When love comes back that went in mist and cloud
He comes triumphant in his pomp and power;
Voices that muttered long are glad and loud
To mark the sweetness of the sudden hour.
How could we live so long in that half-light?
That opiate shadow, where the deadened nerves
So soon forget how hills and winds are bright,
That drugged and sleepy dusk, that only serves
With false shades to conceal the emptiness
Of hearts whence love has stolen unawares,
Where creeping doubts and dumb, dull sorrows press
And weariness with blind eyes gapes and stares.

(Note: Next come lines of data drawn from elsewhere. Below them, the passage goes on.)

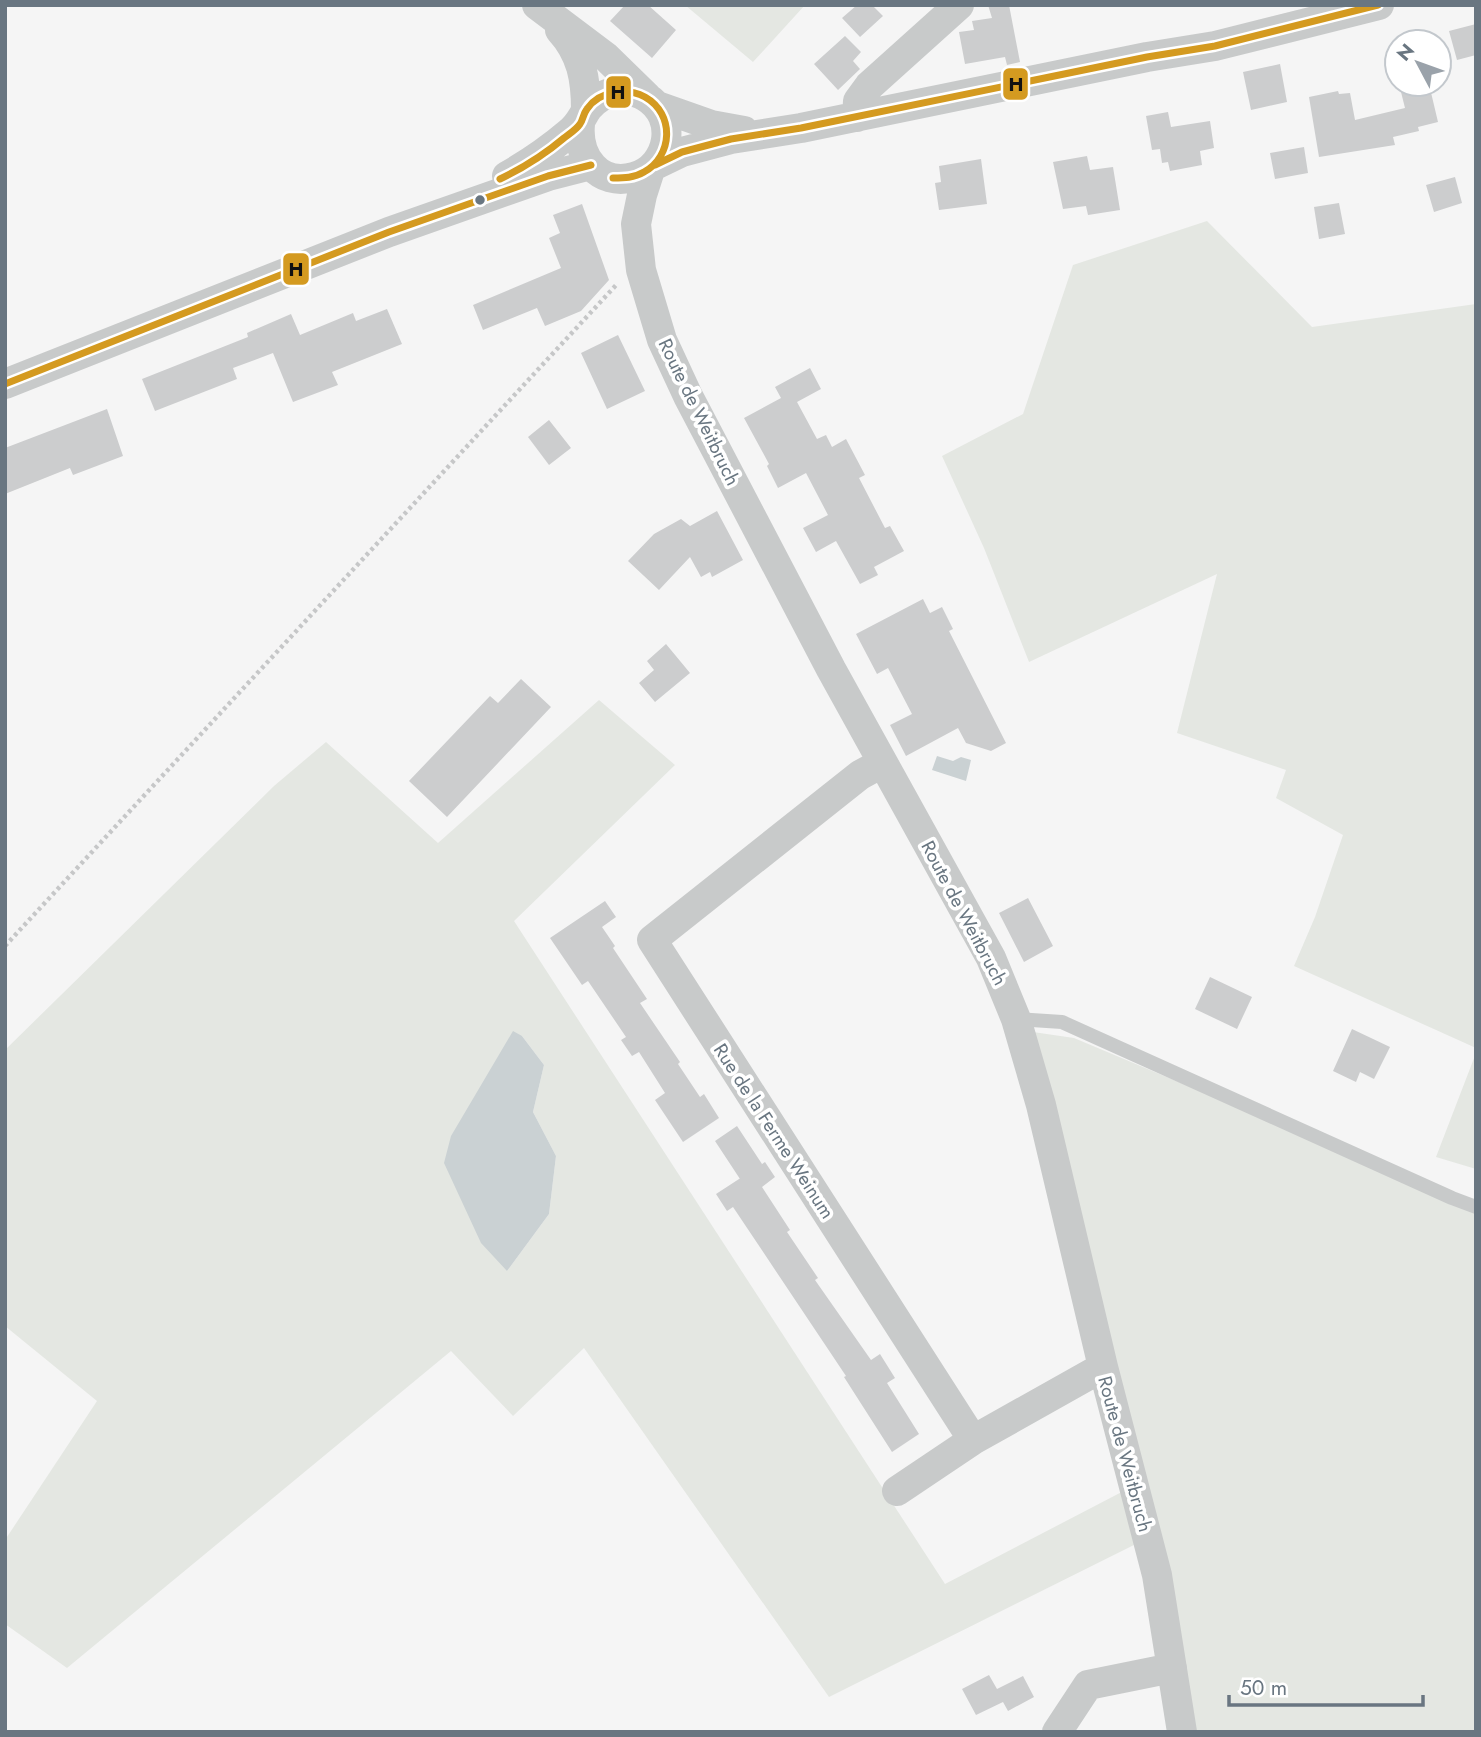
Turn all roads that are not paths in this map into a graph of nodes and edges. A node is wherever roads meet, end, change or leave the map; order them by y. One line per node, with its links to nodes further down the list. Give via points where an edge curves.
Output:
1 (959, 5): 6 (street, via 869,86 858,101)
2 (1379, 5): 6 (street, via 1215,46)
3 (538, 6): 4 (street, Route de Weitbruch, via 606,57); 5 (street, Route de Weitbruch, via 576,51 583,69)
4 (652, 102): 5 (street, via 634,92 607,93); 7 (street, via 711,125); 8 (street, Route de Weitbruch, via 667,129 667,142)
5 (583, 117): 9 (street, Route de Weitbruch, via 579,139 583,153); 11 (street, via 539,158)
6 (857, 117): 7 (street)
7 (762, 133): 8 (street, via 682,152)
8 (653, 168): 9 (street, via 627,179); 10 (street, Route de Weitbruch)
9 (597, 170): 10 (street, Route de Weitbruch, via 614,186); 11 (street, via 548,176)
10 (636, 224): 13 (street, Route de Weitbruch, via 641,270 662,340)
11 (388, 232): 12 (street)
12 (5, 384)
13 (882, 763): 14 (street, Route de Weitbruch, via 991,958); 17 (street, Rue de la Ferme Weinum, via 860,775 652,940)
14 (1016, 1019): 15 (lane, via 1062,1022); 16 (street, Route de Weitbruch, via 1041,1105)
15 (1476, 1206)
16 (1102, 1367): 17 (street); 19 (street, Route de Weitbruch, via 1157,1575)
17 (973, 1440): 18 (street)
18 (897, 1491)
19 (1172, 1668): 20 (street, via 1088,1685); 21 (street, Route de Weitbruch)
20 (1056, 1732)
21 (1182, 1732)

This was our state, but now a happy song
Rings through our inner sunlight all day long.

III

When that I lay in a mute agony,
I nothing saw nor heard nor felt nor thought;
The inner self, the quintessential me,
In that blind hour beyond all sense was brought
Hard against pain. I had no body, no mind,
Nought but the point that suffers joy or loss,
No eyes in sudden blackness to be blind,
No brain for swift regrets to run across.
But when you touched me, when your hot tears fell,
The point that had been nothing else but pain
Changed into rapture by a miracle,
In which all raptures known before were vain.
Thus loss which bared the utmost shivering nerve
For joy's precursor in the heart did serve.